United States District Court, N.D. California

March 26, 2015

RICHARD PULLEY, Plaintiff,
v.
WELLS FARGO BANK, N.A., a business entity; U.S. BANK, N.A., AS TRUSTEE FOR WELLS FARGO ASSET SECURITIES CORPORATION, MORTGAGE PASSTHROUGH CERTIFICATES, SERIES 2006-AR-2, a business entity; and DOES 1-50; inclusive, Defendants.

ORDER DENYING IN PART AND GRANTING IN PART WITH LEAVE TO AMEND DEFENDANTS' MOTION TO DISMISS PLAINTIFF'S FIRST AMENDED COMPLAINT Re: Dkt. No. 39

NATHANAEL M. COUSINS, Magistrate Judge.

Plaintiff Richard Pulley brings this action against Wells Fargo and U.S. Bank as Trustee for Wells Fargo Asset Securities Corporation, Mortgage Passthrough Certificates, Series 2006-AR-2, alleging that he is the victim of a fraudulent loan modification process that has left him facing a wrongful foreclosure. Defendants now move to dismiss each cause of action in the first amended complaint for failure to state a claim under Federal Rule of Civil Procedure 12(b)(6). Because the Court finds that Pulley has sufficiently stated a claim for fraud, negligent misrepresentation, intentional infliction of emotional distress, and violation of the Business and Professions Code § 17200, the motion is DENIED as to these claims. As to the cause of action for wrongful foreclosure under California Civil Code § 2924, the motion is GRANTED WITH LEAVE TO AMEND.

I. BACKGROUND

A. The Allegations of the Operative Complaint

In analyzing claims under Federal Rule of Civil Procedure 12(b)(6), the Court assumes that all material facts alleged in the complaint are true.
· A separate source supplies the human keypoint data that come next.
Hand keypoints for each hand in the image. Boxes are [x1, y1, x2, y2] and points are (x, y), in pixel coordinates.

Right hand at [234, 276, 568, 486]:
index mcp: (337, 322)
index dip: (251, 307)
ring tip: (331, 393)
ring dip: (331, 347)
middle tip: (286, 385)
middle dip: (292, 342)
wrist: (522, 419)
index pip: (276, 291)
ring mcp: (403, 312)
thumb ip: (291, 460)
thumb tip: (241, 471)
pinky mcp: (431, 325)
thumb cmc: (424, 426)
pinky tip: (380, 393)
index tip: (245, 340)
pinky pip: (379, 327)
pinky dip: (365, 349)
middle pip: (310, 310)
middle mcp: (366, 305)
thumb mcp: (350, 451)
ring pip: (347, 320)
Coal. For ICANN Transparency, Inc. v. Verisign, Inc., 611 F.3d 495, 501 (9th Cir. 2010). The operative, first amended complaint alleges that Pulley took out a loan secured by a property at 401 Nova Albion Way, San Rafael, California (the "property") from Wells Fargo in 2005. Dkt. No. 37 ¶¶ 2, 7. The complaint further alleges that in February and March 2009, Pulley spoke to several representatives of Wells Fargo and informed them that he was not able to make his monthly mortgage payment. Id. ¶¶ 8-11. The Wells Fargo representatives told Pulley that there were no options available to him to resolve this issue. Id. Pulley started receiving calls from the Wells Fargo Collections Department requesting payment of the past due amounts. Id. ¶¶ 10-11, 13. During this time, Pulley was attempting to obtain the necessary resources to bring his loan current and intended to reinstate his loan. Id. ¶ 12.
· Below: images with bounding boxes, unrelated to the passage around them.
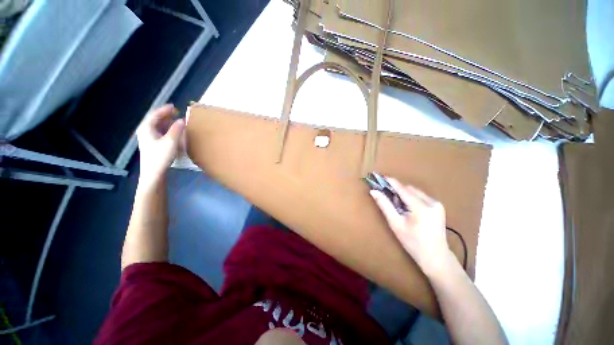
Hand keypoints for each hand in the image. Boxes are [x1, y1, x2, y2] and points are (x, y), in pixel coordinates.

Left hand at [136, 104, 184, 185]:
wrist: (153, 173)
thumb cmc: (161, 156)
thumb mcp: (171, 141)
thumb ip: (177, 129)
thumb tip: (182, 120)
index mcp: (147, 128)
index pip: (155, 115)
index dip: (165, 110)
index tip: (174, 106)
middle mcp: (145, 131)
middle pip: (155, 120)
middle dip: (166, 115)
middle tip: (176, 113)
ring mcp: (148, 139)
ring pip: (157, 127)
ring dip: (167, 123)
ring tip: (176, 121)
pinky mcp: (152, 145)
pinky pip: (159, 133)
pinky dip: (167, 130)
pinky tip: (173, 132)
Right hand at [370, 177, 452, 274]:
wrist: (436, 257)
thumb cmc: (413, 243)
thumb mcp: (396, 224)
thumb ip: (384, 205)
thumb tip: (373, 191)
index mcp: (421, 207)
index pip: (402, 189)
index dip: (390, 181)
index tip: (380, 176)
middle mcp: (431, 202)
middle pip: (409, 189)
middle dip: (397, 190)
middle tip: (386, 196)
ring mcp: (437, 204)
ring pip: (415, 192)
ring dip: (404, 194)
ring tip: (397, 206)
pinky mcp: (438, 207)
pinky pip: (420, 196)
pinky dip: (411, 198)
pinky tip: (407, 208)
On April 18, 2009, Pulley received a call from a representative of Wells Fargo's Collections Department who identified herself as "Mary" who informed him that "unless he was in default for 6 months on the loan there was nothing WELLS could do to assist" but if he "stayed in default for the six (6) month period, WELLS would provide [Pulley] with a modification of his loan." Id. ¶ 13.
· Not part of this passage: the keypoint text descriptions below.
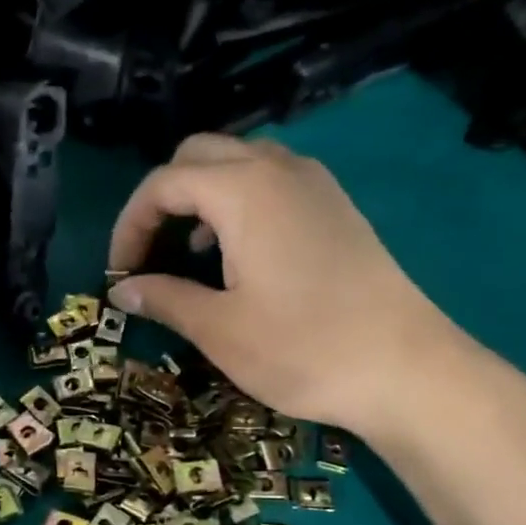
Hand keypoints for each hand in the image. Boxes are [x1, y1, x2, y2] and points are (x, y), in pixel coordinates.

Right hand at [107, 135, 473, 440]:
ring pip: (238, 163)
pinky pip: (271, 182)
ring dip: (201, 198)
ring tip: (189, 254)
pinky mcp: (335, 207)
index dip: (130, 225)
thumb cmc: (302, 348)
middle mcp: (279, 170)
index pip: (163, 183)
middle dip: (162, 199)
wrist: (406, 369)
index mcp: (244, 190)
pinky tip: (236, 255)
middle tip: (150, 253)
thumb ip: (164, 298)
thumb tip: (124, 290)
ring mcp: (314, 185)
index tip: (119, 273)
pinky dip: (237, 203)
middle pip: (199, 155)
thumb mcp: (218, 329)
On May 19, 2009, Pulley received a call from another representative of the Collections Department who identified herself as "Jane, " who advised Pulley that "because he was delinquent in so many payments that the loan once it reached six (6) months, that he would receive a modification of his loan." Id. ¶ 14. On July 28, 2009, Pulley called Wells Fargo and spoke with an authorized representative who identified herself as "Emily" and who informed him that "he would receive a Loan Modification and such would resolve this issue." Id. ¶ 15. On the same day, Pulley spoke to "Amy, " a Wells Fargo customer service representative in the Loss Mitigation Department who provided him with the information of what documentation was required to begin processing Pulley's "promised loan modification." Id. ¶ 16. Pulley provided the requested loan modification documentation to Wells Fargo. Id. ¶ 17. On August 1, 2009, while Pulley's "promised loan modification was pending, " he was placed on a three-month Forbearance Plan by Wells Fargo. Id. ¶ 18.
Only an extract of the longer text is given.